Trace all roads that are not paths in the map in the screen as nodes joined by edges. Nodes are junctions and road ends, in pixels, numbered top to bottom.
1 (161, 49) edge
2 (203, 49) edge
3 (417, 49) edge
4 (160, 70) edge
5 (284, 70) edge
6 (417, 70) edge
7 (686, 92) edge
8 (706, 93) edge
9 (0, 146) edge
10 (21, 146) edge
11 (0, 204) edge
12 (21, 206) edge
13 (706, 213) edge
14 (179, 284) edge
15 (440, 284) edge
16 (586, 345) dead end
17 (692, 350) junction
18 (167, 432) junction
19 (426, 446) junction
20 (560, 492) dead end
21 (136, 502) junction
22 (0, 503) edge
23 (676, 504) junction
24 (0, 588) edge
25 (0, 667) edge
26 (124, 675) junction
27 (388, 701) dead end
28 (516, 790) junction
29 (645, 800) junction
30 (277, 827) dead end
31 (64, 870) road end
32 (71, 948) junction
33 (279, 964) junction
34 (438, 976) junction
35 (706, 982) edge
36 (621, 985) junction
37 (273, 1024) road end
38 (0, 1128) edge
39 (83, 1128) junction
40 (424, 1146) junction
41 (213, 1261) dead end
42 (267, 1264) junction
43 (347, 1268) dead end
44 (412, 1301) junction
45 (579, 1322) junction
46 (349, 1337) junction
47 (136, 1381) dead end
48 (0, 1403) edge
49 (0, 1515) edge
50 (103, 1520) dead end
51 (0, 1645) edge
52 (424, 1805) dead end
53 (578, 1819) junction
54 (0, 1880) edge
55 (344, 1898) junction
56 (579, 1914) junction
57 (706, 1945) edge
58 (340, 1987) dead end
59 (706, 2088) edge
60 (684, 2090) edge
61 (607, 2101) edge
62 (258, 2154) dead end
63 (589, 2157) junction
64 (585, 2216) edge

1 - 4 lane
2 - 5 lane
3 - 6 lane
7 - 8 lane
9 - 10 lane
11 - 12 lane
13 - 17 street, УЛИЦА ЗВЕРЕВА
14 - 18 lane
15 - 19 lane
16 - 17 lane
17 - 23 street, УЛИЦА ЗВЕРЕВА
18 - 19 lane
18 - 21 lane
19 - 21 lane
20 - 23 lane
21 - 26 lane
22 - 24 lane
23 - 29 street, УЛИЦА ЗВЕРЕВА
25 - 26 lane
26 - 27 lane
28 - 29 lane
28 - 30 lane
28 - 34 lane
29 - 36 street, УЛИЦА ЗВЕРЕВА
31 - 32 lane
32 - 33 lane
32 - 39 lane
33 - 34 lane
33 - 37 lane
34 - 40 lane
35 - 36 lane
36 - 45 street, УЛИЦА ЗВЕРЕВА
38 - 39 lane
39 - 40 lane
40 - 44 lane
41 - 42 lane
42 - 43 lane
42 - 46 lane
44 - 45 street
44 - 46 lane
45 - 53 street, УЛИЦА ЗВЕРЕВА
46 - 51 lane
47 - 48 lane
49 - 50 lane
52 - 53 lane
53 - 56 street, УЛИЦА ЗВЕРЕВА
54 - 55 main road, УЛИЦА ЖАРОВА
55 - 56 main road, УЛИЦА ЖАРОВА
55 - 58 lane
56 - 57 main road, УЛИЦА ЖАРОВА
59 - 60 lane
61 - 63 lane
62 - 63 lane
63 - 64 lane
▬▬▬
From the first line to the last, return the data above exactly.

Trace all roads that are not paths in the map in the screen as nodes joined by edges. Nodes are junctions and road ends, in pixels, numbered top to bottom.
1 (161, 49) edge
2 (203, 49) edge
3 (417, 49) edge
4 (160, 70) edge
5 (284, 70) edge
6 (417, 70) edge
7 (686, 92) edge
8 (706, 93) edge
9 (0, 146) edge
10 (21, 146) edge
11 (0, 204) edge
12 (21, 206) edge
13 (706, 213) edge
14 (179, 284) edge
15 (440, 284) edge
16 (586, 345) dead end
17 (692, 350) junction
18 (167, 432) junction
19 (426, 446) junction
20 (560, 492) dead end
21 (136, 502) junction
22 (0, 503) edge
23 (676, 504) junction
24 (0, 588) edge
25 (0, 667) edge
26 (124, 675) junction
27 (388, 701) dead end
28 (516, 790) junction
29 (645, 800) junction
30 (277, 827) dead end
31 (64, 870) road end
32 (71, 948) junction
33 (279, 964) junction
34 (438, 976) junction
35 (706, 982) edge
36 (621, 985) junction
37 (273, 1024) road end
38 (0, 1128) edge
39 (83, 1128) junction
40 (424, 1146) junction
41 (213, 1261) dead end
42 (267, 1264) junction
43 (347, 1268) dead end
44 (412, 1301) junction
45 (579, 1322) junction
46 (349, 1337) junction
47 (136, 1381) dead end
48 (0, 1403) edge
49 (0, 1515) edge
50 (103, 1520) dead end
51 (0, 1645) edge
52 (424, 1805) dead end
53 (578, 1819) junction
54 (0, 1880) edge
55 (344, 1898) junction
56 (579, 1914) junction
57 (706, 1945) edge
58 (340, 1987) dead end
59 (706, 2088) edge
60 (684, 2090) edge
61 (607, 2101) edge
62 (258, 2154) dead end
63 (589, 2157) junction
64 (585, 2216) edge

1 - 4 lane
2 - 5 lane
3 - 6 lane
7 - 8 lane
9 - 10 lane
11 - 12 lane
13 - 17 street, УЛИЦА ЗВЕРЕВА
14 - 18 lane
15 - 19 lane
16 - 17 lane
17 - 23 street, УЛИЦА ЗВЕРЕВА
18 - 19 lane
18 - 21 lane
19 - 21 lane
20 - 23 lane
21 - 26 lane
22 - 24 lane
23 - 29 street, УЛИЦА ЗВЕРЕВА
25 - 26 lane
26 - 27 lane
28 - 29 lane
28 - 30 lane
28 - 34 lane
29 - 36 street, УЛИЦА ЗВЕРЕВА
31 - 32 lane
32 - 33 lane
32 - 39 lane
33 - 34 lane
33 - 37 lane
34 - 40 lane
35 - 36 lane
36 - 45 street, УЛИЦА ЗВЕРЕВА
38 - 39 lane
39 - 40 lane
40 - 44 lane
41 - 42 lane
42 - 43 lane
42 - 46 lane
44 - 45 street
44 - 46 lane
45 - 53 street, УЛИЦА ЗВЕРЕВА
46 - 51 lane
47 - 48 lane
49 - 50 lane
52 - 53 lane
53 - 56 street, УЛИЦА ЗВЕРЕВА
54 - 55 main road, УЛИЦА ЖАРОВА
55 - 56 main road, УЛИЦА ЖАРОВА
55 - 58 lane
56 - 57 main road, УЛИЦА ЖАРОВА
59 - 60 lane
61 - 63 lane
62 - 63 lane
63 - 64 lane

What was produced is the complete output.